Importance of total expense ratios for debt funds

Importance of total expense ratios for debt funds

If you have been investing in mutual funds regularly, or a new investor looking to invest in mutual funds, it is imperative to learn how mutual funds work. During your learning phase, you may come across different types of mutual funds. One thing that remains common is the term “expense ratio”. But what does it mean and how does expense ratio impact your overall returns from a mutual fund investment?

This article helps you understand the importance of expense ratio and why it is one of the critical parameters while choosing a mutual fund scheme.

What are debt funds?

A debt fund invests in fixed-interest generating securities such as commercial paper, treasury bills, government securities, corporate bonds and other money market instruments. The issuer decides the maturity period and the fixed interest rate you will earn on your investment at the very beginning. This is why the fundamental goal behind such investments is to earn interest income and enjoy capital appreciation.

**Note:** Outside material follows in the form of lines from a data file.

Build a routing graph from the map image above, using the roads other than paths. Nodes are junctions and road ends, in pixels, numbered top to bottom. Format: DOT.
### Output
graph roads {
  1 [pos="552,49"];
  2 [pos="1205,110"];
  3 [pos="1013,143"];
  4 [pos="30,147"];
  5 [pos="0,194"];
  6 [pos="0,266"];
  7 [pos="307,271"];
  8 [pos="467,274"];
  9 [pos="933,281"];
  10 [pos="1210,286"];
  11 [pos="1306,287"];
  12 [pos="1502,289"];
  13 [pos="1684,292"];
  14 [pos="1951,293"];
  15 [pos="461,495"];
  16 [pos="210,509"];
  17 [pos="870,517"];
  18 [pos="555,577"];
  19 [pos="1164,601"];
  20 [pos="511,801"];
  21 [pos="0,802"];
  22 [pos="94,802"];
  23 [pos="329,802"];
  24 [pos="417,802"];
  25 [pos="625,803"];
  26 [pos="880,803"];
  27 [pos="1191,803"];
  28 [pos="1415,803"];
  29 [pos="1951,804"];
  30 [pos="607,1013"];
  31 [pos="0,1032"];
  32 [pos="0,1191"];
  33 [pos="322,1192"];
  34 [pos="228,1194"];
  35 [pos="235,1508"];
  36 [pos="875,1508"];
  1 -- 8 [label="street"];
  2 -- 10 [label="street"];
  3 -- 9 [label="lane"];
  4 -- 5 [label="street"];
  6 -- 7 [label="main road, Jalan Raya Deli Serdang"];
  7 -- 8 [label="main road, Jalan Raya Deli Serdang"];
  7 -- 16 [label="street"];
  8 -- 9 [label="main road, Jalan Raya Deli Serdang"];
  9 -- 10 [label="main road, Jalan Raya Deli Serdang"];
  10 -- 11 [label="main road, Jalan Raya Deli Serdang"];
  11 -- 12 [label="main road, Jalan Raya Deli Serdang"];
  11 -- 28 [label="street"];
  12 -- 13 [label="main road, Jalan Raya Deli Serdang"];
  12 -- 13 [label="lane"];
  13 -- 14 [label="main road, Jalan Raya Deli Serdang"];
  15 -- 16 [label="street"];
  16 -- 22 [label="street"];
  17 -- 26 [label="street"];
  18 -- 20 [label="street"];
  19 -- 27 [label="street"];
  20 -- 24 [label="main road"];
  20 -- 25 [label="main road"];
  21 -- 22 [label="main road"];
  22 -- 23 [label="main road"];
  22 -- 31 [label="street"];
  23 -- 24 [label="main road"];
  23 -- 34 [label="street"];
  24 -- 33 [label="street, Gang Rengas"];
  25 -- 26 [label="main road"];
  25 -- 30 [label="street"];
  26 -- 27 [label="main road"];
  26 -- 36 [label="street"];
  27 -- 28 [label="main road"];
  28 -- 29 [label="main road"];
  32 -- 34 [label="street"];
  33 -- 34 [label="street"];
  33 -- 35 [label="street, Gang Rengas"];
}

What is the total expense ratio?

An expense ratio is the annual fees charged by your asset management company for managing your investment. It can fluctuate based on the type of mutual fund you have invested. Simply put, an expense ratio is the cost of operating a mutual fund. It is charged as a percentage of the average asset under management of a particular mutual fund scheme. As per the guidelines by SEBI in September 2018, the expense ratio for debt funds cannot exceed 2.25% whereas, for equity funds, it cannot go beyond 2.5%.[i]

The expense ratio involves numerous components required for the seamless administration of a mutual fund scheme. The three major components of an expense ratio are management fees, cost of administration and distribution fees.

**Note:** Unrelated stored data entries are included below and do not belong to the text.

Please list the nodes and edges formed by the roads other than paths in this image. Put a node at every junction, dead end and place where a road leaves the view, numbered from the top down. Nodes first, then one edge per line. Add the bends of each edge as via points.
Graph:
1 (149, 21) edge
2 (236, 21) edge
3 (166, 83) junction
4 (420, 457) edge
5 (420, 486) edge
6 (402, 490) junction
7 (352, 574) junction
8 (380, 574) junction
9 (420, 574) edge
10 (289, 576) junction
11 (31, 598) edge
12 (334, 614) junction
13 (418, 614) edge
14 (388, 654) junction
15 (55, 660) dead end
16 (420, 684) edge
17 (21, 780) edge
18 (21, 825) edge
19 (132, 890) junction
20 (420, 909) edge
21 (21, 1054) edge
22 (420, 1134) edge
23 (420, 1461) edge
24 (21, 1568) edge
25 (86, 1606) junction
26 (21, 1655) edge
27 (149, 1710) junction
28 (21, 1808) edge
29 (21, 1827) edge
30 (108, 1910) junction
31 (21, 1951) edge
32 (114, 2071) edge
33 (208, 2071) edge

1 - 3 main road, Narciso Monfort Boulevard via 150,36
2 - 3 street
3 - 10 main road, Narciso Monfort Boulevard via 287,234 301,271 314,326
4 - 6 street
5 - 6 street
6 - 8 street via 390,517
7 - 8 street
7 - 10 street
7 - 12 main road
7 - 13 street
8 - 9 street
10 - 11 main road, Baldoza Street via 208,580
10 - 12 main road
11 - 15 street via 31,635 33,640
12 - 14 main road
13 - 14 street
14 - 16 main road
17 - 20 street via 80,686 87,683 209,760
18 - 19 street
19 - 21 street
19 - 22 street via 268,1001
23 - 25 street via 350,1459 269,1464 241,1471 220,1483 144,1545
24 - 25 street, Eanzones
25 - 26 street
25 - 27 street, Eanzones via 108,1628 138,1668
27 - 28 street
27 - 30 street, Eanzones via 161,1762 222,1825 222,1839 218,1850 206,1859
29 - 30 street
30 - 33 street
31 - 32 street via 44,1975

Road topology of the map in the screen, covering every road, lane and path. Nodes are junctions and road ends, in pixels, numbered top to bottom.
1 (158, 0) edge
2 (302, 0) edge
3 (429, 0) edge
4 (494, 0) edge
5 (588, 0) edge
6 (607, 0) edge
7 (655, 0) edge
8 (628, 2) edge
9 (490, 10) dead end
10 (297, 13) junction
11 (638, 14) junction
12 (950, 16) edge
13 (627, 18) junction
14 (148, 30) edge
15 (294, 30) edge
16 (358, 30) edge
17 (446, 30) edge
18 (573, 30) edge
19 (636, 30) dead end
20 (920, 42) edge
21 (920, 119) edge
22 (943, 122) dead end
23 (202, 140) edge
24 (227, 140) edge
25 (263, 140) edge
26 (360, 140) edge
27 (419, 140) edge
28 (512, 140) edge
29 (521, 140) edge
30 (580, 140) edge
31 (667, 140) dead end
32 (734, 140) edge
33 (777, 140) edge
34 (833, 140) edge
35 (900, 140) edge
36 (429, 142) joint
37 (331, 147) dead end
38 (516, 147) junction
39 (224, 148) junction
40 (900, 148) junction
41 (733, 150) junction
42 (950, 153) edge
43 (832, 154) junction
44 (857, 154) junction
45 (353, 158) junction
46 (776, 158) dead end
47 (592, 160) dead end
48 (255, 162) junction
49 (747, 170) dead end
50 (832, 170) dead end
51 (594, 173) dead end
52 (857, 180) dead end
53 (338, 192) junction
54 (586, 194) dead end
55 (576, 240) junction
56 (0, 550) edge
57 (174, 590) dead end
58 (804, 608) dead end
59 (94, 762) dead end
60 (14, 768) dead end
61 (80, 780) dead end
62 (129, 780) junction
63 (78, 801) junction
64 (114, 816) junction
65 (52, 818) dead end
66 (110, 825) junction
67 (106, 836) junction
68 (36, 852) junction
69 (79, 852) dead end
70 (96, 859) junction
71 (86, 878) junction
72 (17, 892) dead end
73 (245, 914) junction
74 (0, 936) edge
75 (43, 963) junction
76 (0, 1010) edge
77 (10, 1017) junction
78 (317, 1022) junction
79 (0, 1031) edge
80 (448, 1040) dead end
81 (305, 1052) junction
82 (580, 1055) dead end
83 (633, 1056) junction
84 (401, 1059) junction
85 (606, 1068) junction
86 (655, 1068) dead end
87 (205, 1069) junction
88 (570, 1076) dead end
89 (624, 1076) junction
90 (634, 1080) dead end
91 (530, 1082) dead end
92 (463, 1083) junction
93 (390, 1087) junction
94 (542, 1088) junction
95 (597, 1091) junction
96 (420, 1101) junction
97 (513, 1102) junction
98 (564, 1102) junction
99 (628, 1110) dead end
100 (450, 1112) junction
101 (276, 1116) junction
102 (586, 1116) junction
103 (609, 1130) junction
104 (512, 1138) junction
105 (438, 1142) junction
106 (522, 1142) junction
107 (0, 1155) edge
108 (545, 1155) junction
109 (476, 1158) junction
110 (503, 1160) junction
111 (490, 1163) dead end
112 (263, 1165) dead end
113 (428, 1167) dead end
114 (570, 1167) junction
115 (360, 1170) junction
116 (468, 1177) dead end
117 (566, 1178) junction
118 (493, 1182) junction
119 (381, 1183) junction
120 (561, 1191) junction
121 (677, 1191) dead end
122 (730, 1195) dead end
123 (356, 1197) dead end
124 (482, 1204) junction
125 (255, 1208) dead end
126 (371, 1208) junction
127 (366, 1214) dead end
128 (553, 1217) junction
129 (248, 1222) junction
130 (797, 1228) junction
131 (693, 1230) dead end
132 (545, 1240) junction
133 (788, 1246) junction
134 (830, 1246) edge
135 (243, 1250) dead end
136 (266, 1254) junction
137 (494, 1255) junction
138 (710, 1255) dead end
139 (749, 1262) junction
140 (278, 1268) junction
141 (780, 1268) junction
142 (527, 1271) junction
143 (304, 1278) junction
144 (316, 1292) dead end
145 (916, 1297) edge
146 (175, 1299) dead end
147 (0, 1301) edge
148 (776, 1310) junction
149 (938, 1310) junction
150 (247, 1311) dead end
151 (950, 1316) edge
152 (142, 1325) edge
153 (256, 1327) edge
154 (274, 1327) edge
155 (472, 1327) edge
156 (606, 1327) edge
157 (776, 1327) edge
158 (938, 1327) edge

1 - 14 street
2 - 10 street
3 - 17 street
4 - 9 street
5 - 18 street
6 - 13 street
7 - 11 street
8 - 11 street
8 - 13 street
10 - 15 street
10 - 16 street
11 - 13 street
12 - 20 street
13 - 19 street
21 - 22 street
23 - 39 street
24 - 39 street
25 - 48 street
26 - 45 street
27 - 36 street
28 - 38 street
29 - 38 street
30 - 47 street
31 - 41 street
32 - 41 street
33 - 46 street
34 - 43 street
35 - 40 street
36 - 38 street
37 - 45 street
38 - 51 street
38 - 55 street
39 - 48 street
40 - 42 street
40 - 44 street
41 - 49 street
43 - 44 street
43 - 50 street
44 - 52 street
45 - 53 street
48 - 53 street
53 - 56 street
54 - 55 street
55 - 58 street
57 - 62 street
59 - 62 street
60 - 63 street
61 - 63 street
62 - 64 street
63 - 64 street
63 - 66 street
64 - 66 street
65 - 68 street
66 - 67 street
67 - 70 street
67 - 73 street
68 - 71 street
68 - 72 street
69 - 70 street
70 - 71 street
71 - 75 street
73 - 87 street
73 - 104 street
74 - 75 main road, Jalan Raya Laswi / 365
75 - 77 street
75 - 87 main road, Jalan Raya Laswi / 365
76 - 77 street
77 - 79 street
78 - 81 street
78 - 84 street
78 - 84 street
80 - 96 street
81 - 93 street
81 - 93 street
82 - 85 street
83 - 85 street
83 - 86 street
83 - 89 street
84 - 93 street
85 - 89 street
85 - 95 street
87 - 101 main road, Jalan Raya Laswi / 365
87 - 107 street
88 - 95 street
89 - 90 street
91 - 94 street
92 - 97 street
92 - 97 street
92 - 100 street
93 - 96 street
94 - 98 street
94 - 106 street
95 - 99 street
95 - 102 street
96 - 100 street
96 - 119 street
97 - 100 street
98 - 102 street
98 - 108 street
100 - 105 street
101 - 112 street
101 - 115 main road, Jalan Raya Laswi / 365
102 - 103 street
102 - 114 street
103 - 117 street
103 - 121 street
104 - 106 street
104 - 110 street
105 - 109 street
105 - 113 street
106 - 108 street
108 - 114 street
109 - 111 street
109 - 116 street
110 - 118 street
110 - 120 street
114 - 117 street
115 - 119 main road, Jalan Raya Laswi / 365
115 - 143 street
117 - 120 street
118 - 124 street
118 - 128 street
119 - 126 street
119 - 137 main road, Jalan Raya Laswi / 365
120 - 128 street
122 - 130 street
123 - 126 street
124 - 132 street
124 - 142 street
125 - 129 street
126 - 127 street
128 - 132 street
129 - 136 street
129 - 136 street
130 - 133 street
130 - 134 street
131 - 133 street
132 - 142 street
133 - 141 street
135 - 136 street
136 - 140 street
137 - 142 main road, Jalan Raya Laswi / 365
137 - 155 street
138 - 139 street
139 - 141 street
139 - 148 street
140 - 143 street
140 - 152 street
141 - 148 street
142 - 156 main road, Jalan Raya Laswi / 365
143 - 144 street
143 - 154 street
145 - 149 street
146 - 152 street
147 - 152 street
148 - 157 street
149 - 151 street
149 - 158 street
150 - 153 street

How does the expense ratio impact the corpus of your debt mutual funds?

As stated earlier, expense ratio indicates the annual percentage a fund house can charge for managing an investment portfolio. Hence, if you invest Rs. 20,000 in a fund with an expense ratio of 2%, it means you have to pay Rs. 400 to the fund house to manage your money. This means, if a fund earns returns of 15% and has a total expense ratio (TER) of 2%, your valid returns from the investment would be 13%.

The Net Asset Value of a fund is reported after netting off all expenses and fees. Hence, it becomes vital to know how much you are paying to the fund house or asset management company. While they may appear small, after some years, they can run into lakhs.

Expense ratio implications

A lower expense ratio means more profitability and a higher ratio means less profitability. However, it is not necessary that a high expense ratio may always provide low returns. You may use the expense ratio to differentiate between passively managed funds and actively managed funds.

For example, in the case of actively managed equity funds, a compelling justification for the fees charged by the fund managers is the alpha generated by them. An alpha of 1.0 means the fund has outperformed the index fund by 1%. Similarly, an alpha of -1.0 would indicate the fund underperformed the index fund by 1%. If there is a considerable difference between index funds and the returns of your fund, it is an indicator you need to switch to a better fund house.


Thus, it is crucial to consider the total expense ratio at par with other factors such as the scheme’s size and fund manager’s performance when you invest in debt funds.